* _REQUIRED ACTION_:
Without skipping any entry, transcribe the data word for word.

(Stored data)
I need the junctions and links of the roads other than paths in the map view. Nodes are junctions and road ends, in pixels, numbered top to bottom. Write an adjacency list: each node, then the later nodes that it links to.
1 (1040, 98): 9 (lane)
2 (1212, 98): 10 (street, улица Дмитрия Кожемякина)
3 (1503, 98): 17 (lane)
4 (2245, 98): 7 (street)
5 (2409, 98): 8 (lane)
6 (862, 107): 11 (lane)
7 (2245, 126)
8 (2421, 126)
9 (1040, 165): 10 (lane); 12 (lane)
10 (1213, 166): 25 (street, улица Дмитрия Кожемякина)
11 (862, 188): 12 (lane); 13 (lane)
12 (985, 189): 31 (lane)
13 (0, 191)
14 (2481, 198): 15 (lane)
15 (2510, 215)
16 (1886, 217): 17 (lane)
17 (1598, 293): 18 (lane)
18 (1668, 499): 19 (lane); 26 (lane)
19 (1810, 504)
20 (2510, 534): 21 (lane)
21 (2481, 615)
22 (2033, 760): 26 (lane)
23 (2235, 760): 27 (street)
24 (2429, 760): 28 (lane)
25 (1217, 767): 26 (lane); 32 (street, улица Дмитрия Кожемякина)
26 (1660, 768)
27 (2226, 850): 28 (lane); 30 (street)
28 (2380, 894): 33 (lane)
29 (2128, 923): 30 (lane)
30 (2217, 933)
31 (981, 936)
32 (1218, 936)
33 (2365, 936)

* _TASK ANSWER_:
I need the junctions and links of the roads other than paths in the map view. Nodes are junctions and road ends, in pixels, numbered top to bottom. Write an adjacency list: each node, then the later nodes that it links to.
1 (1040, 98): 9 (lane)
2 (1212, 98): 10 (street, улица Дмитрия Кожемякина)
3 (1503, 98): 17 (lane)
4 (2245, 98): 7 (street)
5 (2409, 98): 8 (lane)
6 (862, 107): 11 (lane)
7 (2245, 126)
8 (2421, 126)
9 (1040, 165): 10 (lane); 12 (lane)
10 (1213, 166): 25 (street, улица Дмитрия Кожемякина)
11 (862, 188): 12 (lane); 13 (lane)
12 (985, 189): 31 (lane)
13 (0, 191)
14 (2481, 198): 15 (lane)
15 (2510, 215)
16 (1886, 217): 17 (lane)
17 (1598, 293): 18 (lane)
18 (1668, 499): 19 (lane); 26 (lane)
19 (1810, 504)
20 (2510, 534): 21 (lane)
21 (2481, 615)
22 (2033, 760): 26 (lane)
23 (2235, 760): 27 (street)
24 (2429, 760): 28 (lane)
25 (1217, 767): 26 (lane); 32 (street, улица Дмитрия Кожемякина)
26 (1660, 768)
27 (2226, 850): 28 (lane); 30 (street)
28 (2380, 894): 33 (lane)
29 (2128, 923): 30 (lane)
30 (2217, 933)
31 (981, 936)
32 (1218, 936)
33 (2365, 936)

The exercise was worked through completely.